_Your assignment:_ All of the data should be given again word for word, though the images are to be left out.

Dataset entries:
[Start of Attachment]

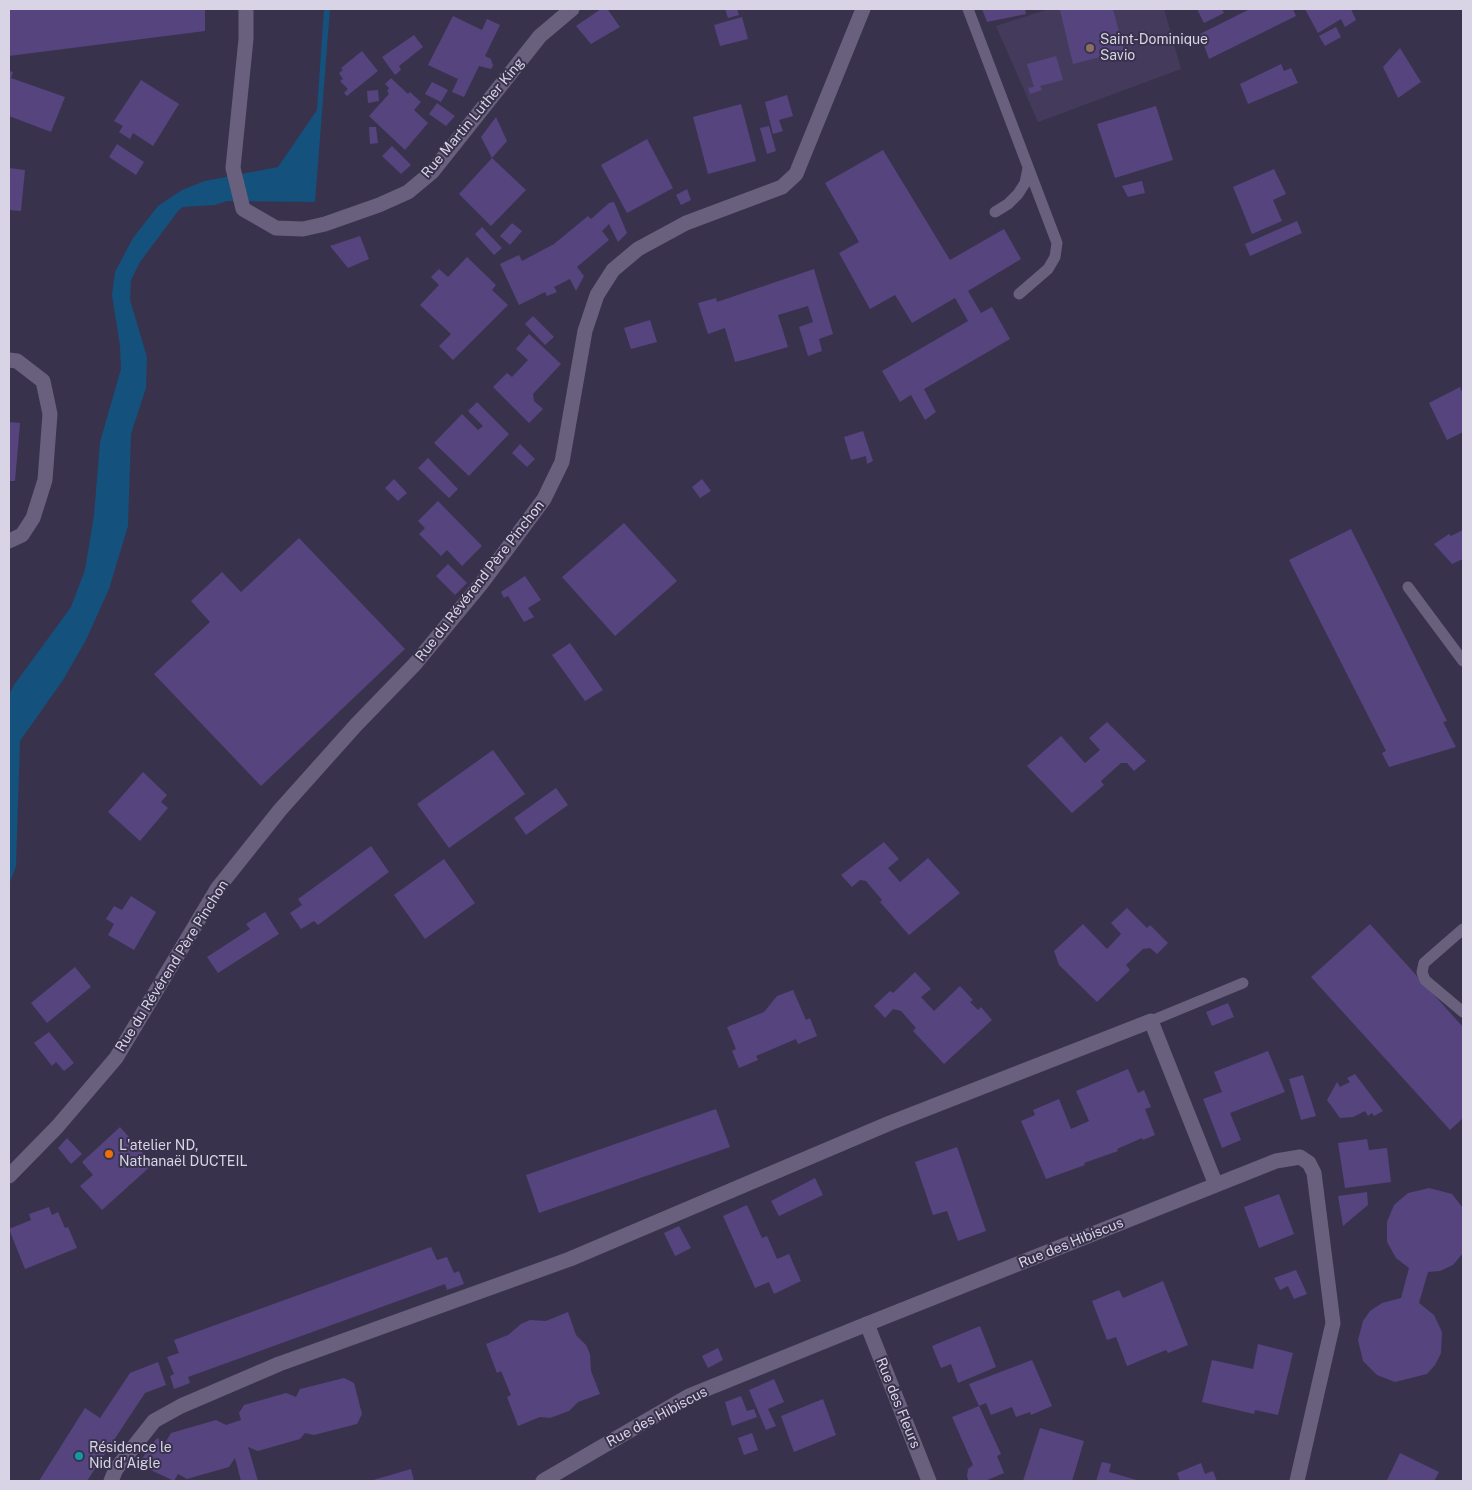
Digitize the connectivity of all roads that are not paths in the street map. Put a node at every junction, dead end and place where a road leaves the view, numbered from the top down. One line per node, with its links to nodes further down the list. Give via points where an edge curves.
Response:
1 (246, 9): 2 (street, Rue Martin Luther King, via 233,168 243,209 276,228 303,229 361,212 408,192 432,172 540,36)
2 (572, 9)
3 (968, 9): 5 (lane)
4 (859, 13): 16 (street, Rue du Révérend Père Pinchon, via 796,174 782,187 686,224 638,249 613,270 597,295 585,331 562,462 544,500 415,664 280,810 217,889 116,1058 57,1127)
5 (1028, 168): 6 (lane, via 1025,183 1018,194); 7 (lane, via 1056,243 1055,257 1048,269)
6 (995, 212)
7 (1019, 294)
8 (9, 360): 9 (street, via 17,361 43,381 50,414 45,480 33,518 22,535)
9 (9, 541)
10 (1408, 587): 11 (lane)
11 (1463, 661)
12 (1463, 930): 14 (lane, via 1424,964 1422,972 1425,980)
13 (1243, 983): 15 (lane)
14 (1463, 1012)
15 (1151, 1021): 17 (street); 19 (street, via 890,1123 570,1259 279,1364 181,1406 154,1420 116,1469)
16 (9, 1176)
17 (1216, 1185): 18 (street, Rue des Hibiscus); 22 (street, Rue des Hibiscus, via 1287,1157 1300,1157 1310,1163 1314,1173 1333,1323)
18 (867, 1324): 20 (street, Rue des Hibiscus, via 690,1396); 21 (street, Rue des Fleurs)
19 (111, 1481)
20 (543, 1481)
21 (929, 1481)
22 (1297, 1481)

[End of Attachment]

_Task answer:_
Digitize the connectivity of all roads that are not paths in the street map. Put a node at every junction, dead end and place where a road leaves the view, numbered from the top down. One line per node, with its links to nodes further down the list. Give via points where an edge curves.
Response:
1 (246, 9): 2 (street, Rue Martin Luther King, via 233,168 243,209 276,228 303,229 361,212 408,192 432,172 540,36)
2 (572, 9)
3 (968, 9): 5 (lane)
4 (859, 13): 16 (street, Rue du Révérend Père Pinchon, via 796,174 782,187 686,224 638,249 613,270 597,295 585,331 562,462 544,500 415,664 280,810 217,889 116,1058 57,1127)
5 (1028, 168): 6 (lane, via 1025,183 1018,194); 7 (lane, via 1056,243 1055,257 1048,269)
6 (995, 212)
7 (1019, 294)
8 (9, 360): 9 (street, via 17,361 43,381 50,414 45,480 33,518 22,535)
9 (9, 541)
10 (1408, 587): 11 (lane)
11 (1463, 661)
12 (1463, 930): 14 (lane, via 1424,964 1422,972 1425,980)
13 (1243, 983): 15 (lane)
14 (1463, 1012)
15 (1151, 1021): 17 (street); 19 (street, via 890,1123 570,1259 279,1364 181,1406 154,1420 116,1469)
16 (9, 1176)
17 (1216, 1185): 18 (street, Rue des Hibiscus); 22 (street, Rue des Hibiscus, via 1287,1157 1300,1157 1310,1163 1314,1173 1333,1323)
18 (867, 1324): 20 (street, Rue des Hibiscus, via 690,1396); 21 (street, Rue des Fleurs)
19 (111, 1481)
20 (543, 1481)
21 (929, 1481)
22 (1297, 1481)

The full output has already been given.